Exercise brief: The required answer is each line in the entries below where "Campus" occurs.

◇ ◇ ◇ ◇ ◇ ◇ ◇

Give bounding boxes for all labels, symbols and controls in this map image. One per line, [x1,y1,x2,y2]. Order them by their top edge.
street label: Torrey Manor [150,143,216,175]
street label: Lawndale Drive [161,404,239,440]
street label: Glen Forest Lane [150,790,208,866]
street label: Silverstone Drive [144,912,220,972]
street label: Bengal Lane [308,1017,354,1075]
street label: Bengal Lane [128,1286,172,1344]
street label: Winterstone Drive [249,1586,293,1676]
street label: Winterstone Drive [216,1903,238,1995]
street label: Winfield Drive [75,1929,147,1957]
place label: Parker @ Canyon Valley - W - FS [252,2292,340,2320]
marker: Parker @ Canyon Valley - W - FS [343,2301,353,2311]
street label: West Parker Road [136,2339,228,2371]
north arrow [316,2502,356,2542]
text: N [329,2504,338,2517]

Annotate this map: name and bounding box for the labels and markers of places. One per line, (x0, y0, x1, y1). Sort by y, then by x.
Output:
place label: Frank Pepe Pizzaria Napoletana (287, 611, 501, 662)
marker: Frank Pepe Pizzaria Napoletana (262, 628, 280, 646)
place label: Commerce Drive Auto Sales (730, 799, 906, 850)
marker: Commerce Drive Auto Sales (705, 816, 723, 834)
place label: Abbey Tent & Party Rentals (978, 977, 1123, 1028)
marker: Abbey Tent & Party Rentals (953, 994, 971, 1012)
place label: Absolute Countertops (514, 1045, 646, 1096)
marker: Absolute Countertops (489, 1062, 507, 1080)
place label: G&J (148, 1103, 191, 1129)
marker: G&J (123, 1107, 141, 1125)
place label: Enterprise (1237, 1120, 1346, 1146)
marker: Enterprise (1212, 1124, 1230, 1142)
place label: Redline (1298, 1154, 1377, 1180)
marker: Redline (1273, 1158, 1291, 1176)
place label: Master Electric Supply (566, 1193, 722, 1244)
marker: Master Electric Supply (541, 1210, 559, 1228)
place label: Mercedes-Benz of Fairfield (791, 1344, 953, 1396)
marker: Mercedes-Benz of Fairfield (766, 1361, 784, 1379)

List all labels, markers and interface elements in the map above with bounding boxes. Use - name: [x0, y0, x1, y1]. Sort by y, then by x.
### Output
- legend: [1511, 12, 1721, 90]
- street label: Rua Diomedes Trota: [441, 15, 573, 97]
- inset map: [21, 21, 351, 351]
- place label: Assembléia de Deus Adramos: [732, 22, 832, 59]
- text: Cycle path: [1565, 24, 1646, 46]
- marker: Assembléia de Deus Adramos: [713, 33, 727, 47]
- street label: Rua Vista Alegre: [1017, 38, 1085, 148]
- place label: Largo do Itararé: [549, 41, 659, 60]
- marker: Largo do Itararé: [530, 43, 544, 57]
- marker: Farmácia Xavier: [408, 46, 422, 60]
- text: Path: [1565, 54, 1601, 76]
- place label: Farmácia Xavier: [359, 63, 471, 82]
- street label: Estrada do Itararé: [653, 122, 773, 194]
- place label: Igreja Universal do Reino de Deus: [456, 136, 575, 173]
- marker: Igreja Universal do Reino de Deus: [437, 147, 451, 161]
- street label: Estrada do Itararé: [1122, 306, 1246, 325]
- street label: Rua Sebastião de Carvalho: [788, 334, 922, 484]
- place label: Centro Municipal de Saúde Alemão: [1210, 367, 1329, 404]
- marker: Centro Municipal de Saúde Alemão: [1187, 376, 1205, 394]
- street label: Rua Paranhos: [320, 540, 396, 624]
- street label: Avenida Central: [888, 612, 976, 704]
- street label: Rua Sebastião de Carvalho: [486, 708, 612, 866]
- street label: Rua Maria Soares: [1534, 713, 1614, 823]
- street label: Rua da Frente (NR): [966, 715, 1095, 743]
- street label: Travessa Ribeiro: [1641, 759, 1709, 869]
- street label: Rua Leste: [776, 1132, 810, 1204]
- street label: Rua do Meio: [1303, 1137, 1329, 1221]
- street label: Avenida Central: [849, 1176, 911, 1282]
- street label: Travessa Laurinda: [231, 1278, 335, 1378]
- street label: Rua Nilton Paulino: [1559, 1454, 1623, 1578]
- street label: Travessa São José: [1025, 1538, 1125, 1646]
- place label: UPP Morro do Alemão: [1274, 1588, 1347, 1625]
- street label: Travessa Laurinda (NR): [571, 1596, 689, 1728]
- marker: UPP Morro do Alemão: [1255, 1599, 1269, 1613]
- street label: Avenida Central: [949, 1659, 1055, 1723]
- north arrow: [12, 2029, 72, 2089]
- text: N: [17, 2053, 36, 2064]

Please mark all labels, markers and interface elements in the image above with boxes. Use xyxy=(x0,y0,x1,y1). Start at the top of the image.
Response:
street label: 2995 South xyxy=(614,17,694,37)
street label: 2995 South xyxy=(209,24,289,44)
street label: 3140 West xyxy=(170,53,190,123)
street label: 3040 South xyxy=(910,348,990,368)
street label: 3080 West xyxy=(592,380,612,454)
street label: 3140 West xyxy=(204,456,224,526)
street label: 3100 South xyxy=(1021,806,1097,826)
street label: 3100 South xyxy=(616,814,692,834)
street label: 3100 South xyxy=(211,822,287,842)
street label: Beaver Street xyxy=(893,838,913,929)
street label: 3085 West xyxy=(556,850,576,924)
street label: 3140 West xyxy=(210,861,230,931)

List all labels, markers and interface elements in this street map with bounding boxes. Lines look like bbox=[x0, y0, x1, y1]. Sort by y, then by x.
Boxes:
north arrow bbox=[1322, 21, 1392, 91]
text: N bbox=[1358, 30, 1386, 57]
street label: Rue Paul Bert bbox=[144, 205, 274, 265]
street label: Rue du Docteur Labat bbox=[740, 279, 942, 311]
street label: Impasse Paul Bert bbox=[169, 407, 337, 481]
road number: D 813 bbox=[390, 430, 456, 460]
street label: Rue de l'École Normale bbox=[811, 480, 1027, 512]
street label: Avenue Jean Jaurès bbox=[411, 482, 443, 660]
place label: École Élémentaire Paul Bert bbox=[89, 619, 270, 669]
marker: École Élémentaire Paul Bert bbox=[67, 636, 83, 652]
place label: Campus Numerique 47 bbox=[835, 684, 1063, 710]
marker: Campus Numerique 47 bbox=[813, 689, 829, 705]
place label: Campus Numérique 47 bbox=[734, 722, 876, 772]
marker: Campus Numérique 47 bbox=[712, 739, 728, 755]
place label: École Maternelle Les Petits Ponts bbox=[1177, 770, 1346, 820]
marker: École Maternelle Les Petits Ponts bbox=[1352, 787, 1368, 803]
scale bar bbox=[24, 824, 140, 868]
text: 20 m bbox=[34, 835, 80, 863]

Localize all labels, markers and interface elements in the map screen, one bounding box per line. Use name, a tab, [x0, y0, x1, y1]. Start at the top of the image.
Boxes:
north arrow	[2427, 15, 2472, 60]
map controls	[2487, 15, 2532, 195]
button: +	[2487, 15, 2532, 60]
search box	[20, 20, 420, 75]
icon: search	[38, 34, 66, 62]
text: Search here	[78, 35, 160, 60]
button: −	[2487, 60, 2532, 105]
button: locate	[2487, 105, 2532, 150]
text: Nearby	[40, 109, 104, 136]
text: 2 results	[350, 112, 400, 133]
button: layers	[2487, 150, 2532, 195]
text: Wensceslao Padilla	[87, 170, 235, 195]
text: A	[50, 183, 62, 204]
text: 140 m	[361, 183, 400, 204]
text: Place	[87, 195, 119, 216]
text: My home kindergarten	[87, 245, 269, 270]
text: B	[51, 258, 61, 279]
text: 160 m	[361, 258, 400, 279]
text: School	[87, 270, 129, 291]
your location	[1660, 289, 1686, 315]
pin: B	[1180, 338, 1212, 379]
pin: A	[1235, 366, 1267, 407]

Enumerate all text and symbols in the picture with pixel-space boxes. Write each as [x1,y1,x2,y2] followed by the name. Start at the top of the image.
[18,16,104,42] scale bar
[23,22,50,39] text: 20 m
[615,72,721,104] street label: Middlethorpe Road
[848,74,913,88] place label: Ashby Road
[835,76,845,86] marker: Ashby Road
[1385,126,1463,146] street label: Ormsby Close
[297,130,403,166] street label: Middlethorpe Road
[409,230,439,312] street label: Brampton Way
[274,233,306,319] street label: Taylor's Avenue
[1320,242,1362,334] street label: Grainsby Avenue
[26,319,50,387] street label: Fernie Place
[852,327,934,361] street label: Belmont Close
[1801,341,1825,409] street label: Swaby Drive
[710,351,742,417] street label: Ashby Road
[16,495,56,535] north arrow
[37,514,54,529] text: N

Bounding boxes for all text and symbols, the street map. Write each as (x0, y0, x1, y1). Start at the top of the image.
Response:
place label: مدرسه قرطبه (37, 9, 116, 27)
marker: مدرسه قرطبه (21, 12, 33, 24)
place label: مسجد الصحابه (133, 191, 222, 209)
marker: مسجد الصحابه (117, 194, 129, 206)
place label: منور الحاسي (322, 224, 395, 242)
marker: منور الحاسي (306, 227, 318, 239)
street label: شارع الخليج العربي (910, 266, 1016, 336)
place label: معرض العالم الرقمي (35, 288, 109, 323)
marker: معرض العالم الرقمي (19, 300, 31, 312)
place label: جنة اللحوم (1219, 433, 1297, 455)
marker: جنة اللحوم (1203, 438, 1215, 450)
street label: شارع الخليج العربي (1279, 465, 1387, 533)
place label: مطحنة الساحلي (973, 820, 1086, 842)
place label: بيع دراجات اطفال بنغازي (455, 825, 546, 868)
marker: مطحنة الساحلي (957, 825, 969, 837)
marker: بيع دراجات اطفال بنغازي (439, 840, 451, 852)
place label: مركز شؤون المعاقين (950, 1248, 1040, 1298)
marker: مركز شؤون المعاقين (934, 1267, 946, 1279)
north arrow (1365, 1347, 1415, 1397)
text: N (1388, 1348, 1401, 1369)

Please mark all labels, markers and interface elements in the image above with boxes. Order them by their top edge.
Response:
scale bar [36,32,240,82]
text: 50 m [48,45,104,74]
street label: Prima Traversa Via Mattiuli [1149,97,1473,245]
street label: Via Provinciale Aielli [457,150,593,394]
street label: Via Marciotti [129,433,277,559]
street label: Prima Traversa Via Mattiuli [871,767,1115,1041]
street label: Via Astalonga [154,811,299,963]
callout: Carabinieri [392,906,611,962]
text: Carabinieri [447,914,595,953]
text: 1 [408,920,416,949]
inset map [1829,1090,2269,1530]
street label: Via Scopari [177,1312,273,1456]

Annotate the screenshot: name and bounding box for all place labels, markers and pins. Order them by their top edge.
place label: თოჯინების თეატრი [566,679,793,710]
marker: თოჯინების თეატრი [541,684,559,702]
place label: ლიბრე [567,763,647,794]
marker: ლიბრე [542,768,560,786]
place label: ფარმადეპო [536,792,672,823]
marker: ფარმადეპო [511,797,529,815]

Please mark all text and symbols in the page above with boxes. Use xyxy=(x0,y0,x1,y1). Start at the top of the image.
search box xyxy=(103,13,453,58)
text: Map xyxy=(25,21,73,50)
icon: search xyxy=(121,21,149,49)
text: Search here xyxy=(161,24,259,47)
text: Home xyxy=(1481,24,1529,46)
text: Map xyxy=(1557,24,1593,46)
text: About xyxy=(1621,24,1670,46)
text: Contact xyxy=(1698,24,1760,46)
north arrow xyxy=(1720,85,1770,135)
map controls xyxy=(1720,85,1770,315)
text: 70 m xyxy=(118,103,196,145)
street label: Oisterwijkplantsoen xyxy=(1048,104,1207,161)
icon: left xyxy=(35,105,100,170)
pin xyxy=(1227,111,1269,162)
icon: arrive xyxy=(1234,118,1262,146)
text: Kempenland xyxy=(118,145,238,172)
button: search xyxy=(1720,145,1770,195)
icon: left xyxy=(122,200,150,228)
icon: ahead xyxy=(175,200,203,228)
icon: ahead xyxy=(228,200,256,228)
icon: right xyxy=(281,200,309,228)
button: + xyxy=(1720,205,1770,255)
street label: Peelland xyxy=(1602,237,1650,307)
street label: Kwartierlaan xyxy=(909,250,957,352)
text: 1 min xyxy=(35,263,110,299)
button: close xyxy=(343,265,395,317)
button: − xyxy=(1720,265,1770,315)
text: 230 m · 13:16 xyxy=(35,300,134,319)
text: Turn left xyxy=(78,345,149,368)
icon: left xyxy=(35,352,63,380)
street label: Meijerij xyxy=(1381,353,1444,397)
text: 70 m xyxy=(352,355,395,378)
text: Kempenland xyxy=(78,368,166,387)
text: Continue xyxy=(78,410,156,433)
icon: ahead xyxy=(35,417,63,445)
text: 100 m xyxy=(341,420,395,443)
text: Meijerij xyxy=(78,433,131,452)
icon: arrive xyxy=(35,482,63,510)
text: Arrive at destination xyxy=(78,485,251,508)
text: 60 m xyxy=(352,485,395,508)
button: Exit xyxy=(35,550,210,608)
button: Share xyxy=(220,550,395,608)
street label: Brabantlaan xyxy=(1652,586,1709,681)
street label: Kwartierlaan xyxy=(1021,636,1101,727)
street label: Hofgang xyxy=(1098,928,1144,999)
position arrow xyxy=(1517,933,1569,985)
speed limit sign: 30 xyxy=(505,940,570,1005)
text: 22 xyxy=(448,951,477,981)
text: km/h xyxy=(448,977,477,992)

◇ ◇ ◇ ◇ ◇ ◇ ◇

Response box:
place label: Campus Numerique 47 bbox=[835, 684, 1063, 710]
marker: Campus Numerique 47 bbox=[813, 689, 829, 705]
place label: Campus Numérique 47 bbox=[734, 722, 876, 772]
marker: Campus Numérique 47 bbox=[712, 739, 728, 755]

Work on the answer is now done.